- **Aim of the exercise**
In your copy, include every entry exactly as written but no pictures.
=== Records to process ===
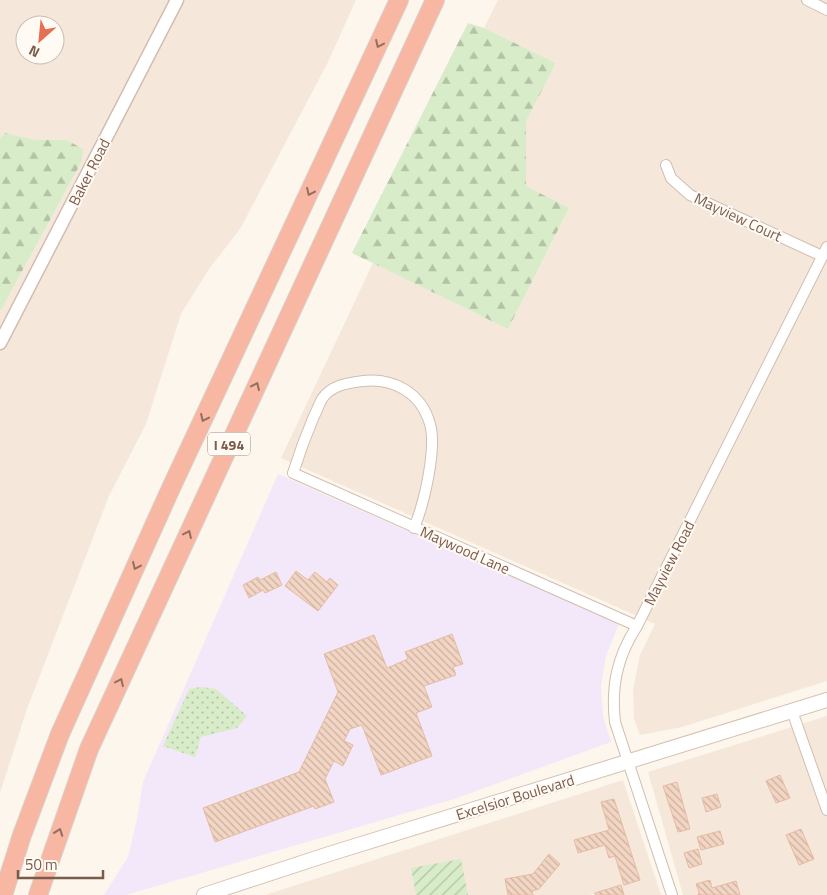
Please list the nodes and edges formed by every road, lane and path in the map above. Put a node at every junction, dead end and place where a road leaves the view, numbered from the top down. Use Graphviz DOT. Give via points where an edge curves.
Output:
graph roads {
  1 [pos="177,0"];
  2 [pos="399,0"];
  3 [pos="435,0"];
  4 [pos="807,0"];
  5 [pos="827,10"];
  6 [pos="666,165"];
  7 [pos="825,251"];
  8 [pos="0,343"];
  9 [pos="414,528"];
  10 [pos="637,626"];
  11 [pos="827,700"];
  12 [pos="792,711"];
  13 [pos="628,762"];
  14 [pos="827,810"];
  15 [pos="2,895"];
  16 [pos="38,895"];
  17 [pos="204,895"];
  18 [pos="672,895"];
  1 -- 8 [label="street, Baker Road"];
  2 -- 15 [label="highway, I 494, one-way" via="60,734"];
  16 -- 3 [label="highway, I 494, one-way" via="89,749"];
  4 -- 5 [label="street"];
  6 -- 7 [label="street, Mayview Court" via="671,178 690,195"];
  7 -- 10 [label="street, Mayview Road"];
  9 -- 9 [label="street, Maywood Lane" via="422,510 432,447 430,423 407,390 396,385 368,380 341,384 322,399 293,473"];
  9 -- 10 [label="street, Maywood Lane"];
  10 -- 13 [label="street, Mayview Road" via="621,657 613,700 615,722"];
  11 -- 12 [label="main road, Excelsior Boulevard"];
  12 -- 13 [label="main road, Excelsior Boulevard"];
  12 -- 14 [label="street"];
  13 -- 17 [label="main road, Excelsior Boulevard"];
  13 -- 18 [label="street, Mayview Road"];
}
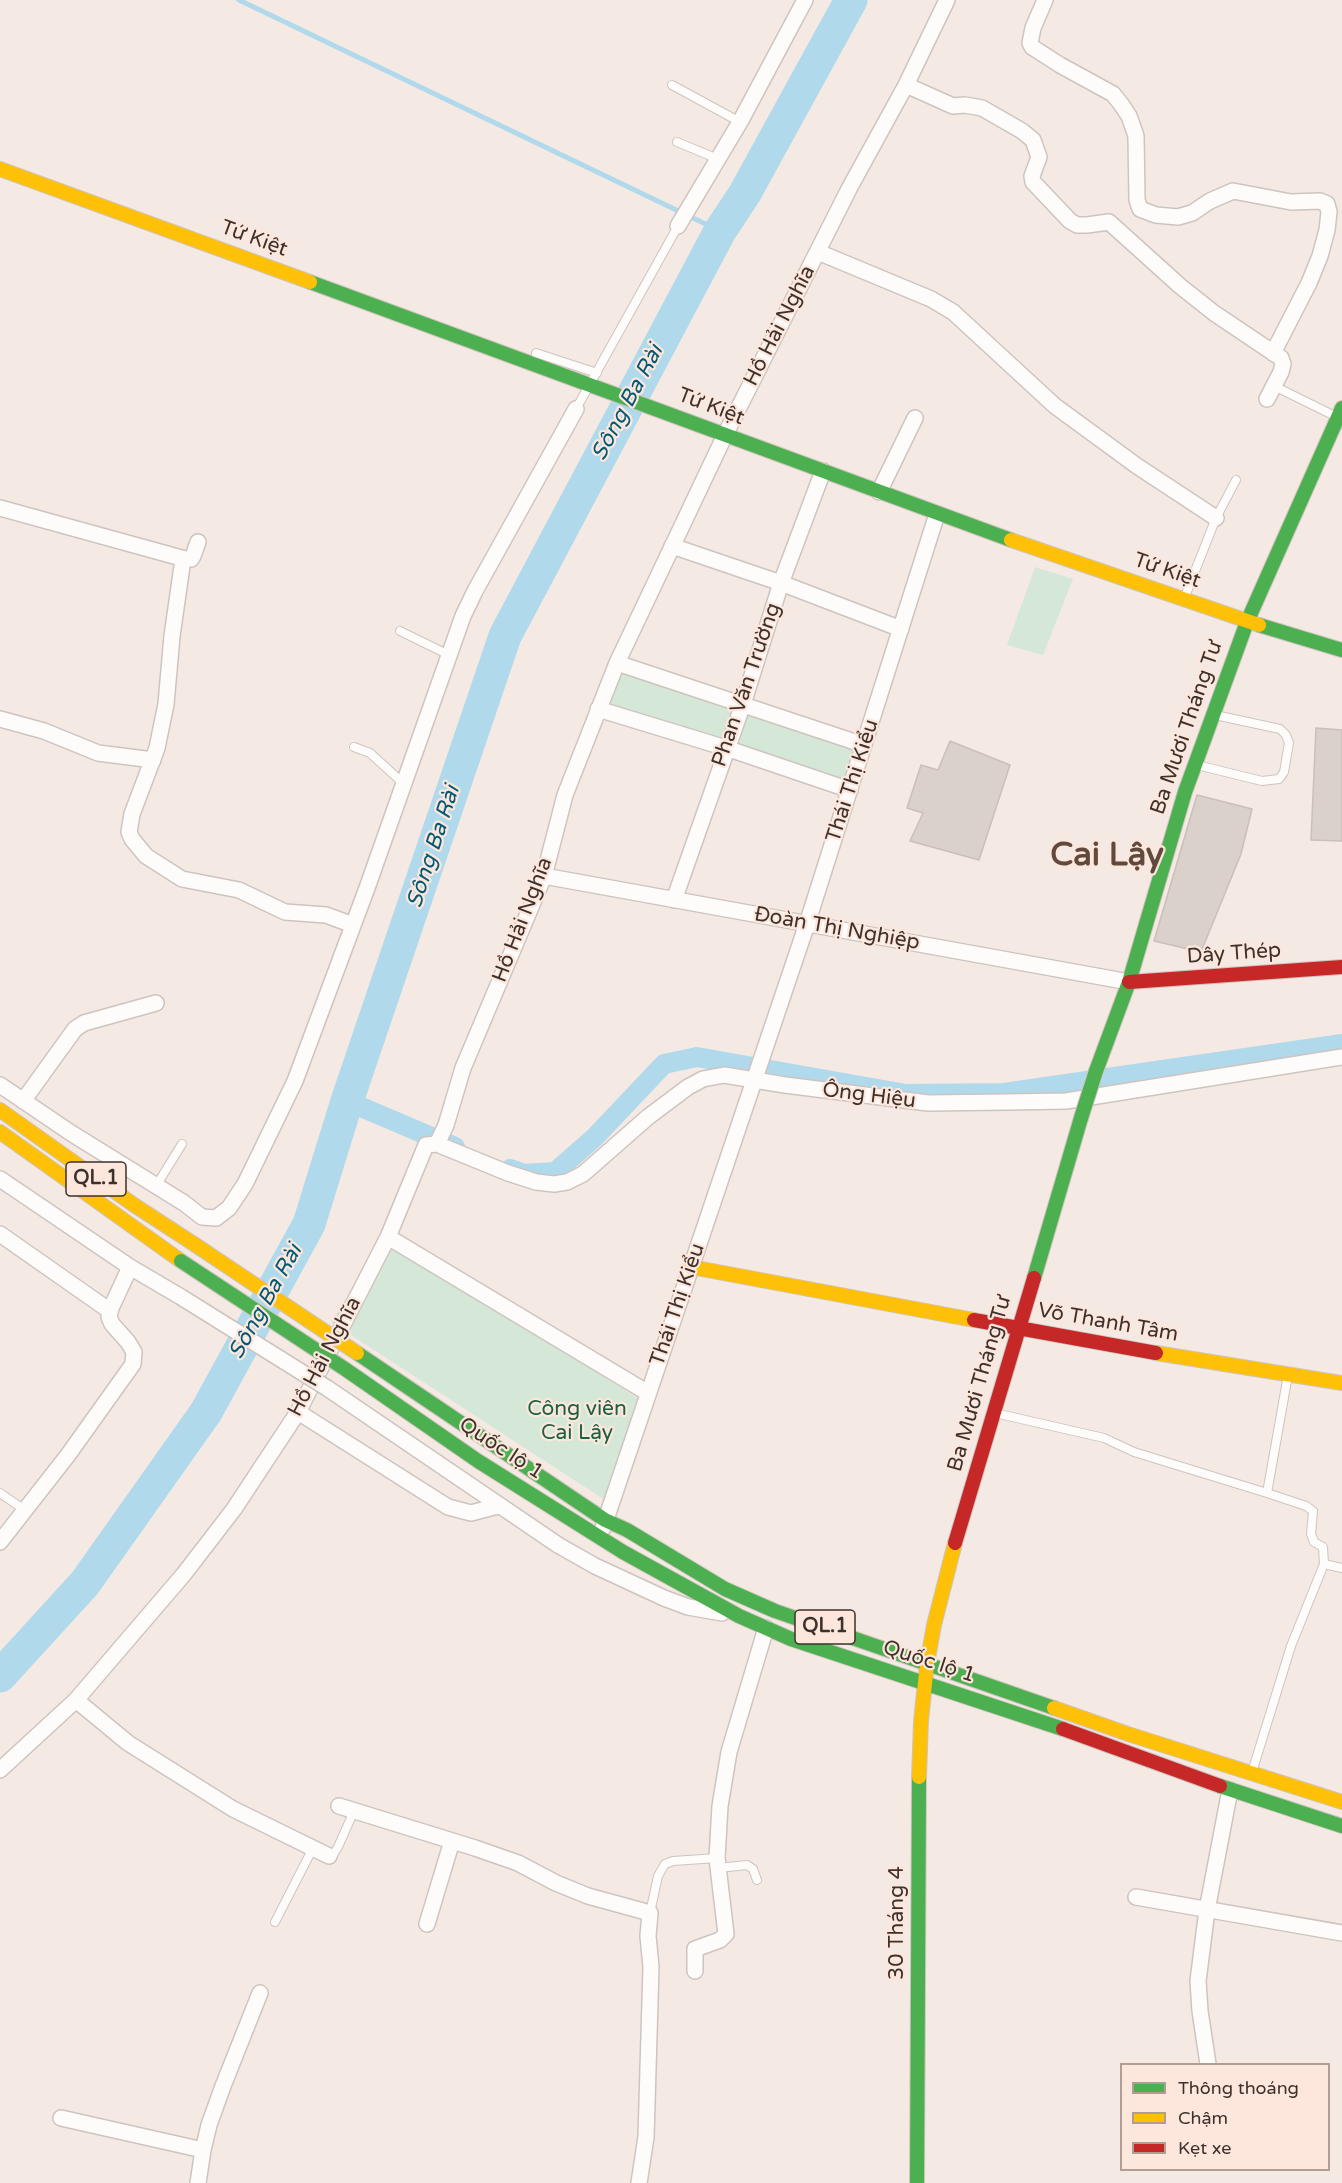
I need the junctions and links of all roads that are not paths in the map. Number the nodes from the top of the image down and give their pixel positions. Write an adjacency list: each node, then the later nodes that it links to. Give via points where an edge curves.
===
- **Your response**
Please list the nodes and edges formed by every road, lane and path in the map above. Put a node at every junction, dead end and place where a road leaves the view, numbered from the top down. Use Graphviz DOT. Give via points where an edge curves.
Output:
graph roads {
  1 [pos="177,0"];
  2 [pos="399,0"];
  3 [pos="435,0"];
  4 [pos="807,0"];
  5 [pos="827,10"];
  6 [pos="666,165"];
  7 [pos="825,251"];
  8 [pos="0,343"];
  9 [pos="414,528"];
  10 [pos="637,626"];
  11 [pos="827,700"];
  12 [pos="792,711"];
  13 [pos="628,762"];
  14 [pos="827,810"];
  15 [pos="2,895"];
  16 [pos="38,895"];
  17 [pos="204,895"];
  18 [pos="672,895"];
  1 -- 8 [label="street, Baker Road"];
  2 -- 15 [label="highway, I 494, one-way" via="60,734"];
  16 -- 3 [label="highway, I 494, one-way" via="89,749"];
  4 -- 5 [label="street"];
  6 -- 7 [label="street, Mayview Court" via="671,178 690,195"];
  7 -- 10 [label="street, Mayview Road"];
  9 -- 9 [label="street, Maywood Lane" via="422,510 432,447 430,423 407,390 396,385 368,380 341,384 322,399 293,473"];
  9 -- 10 [label="street, Maywood Lane"];
  10 -- 13 [label="street, Mayview Road" via="621,657 613,700 615,722"];
  11 -- 12 [label="main road, Excelsior Boulevard"];
  12 -- 13 [label="main road, Excelsior Boulevard"];
  12 -- 14 [label="street"];
  13 -- 17 [label="main road, Excelsior Boulevard"];
  13 -- 18 [label="street, Mayview Road"];
}
I need the junctions and links of all roads that are not paths in the map. Number the nodes from the top of the image down and give their pixel positions. Write an adjacency list: each node, then the later nodes that it links to. Give via points where an edge curves.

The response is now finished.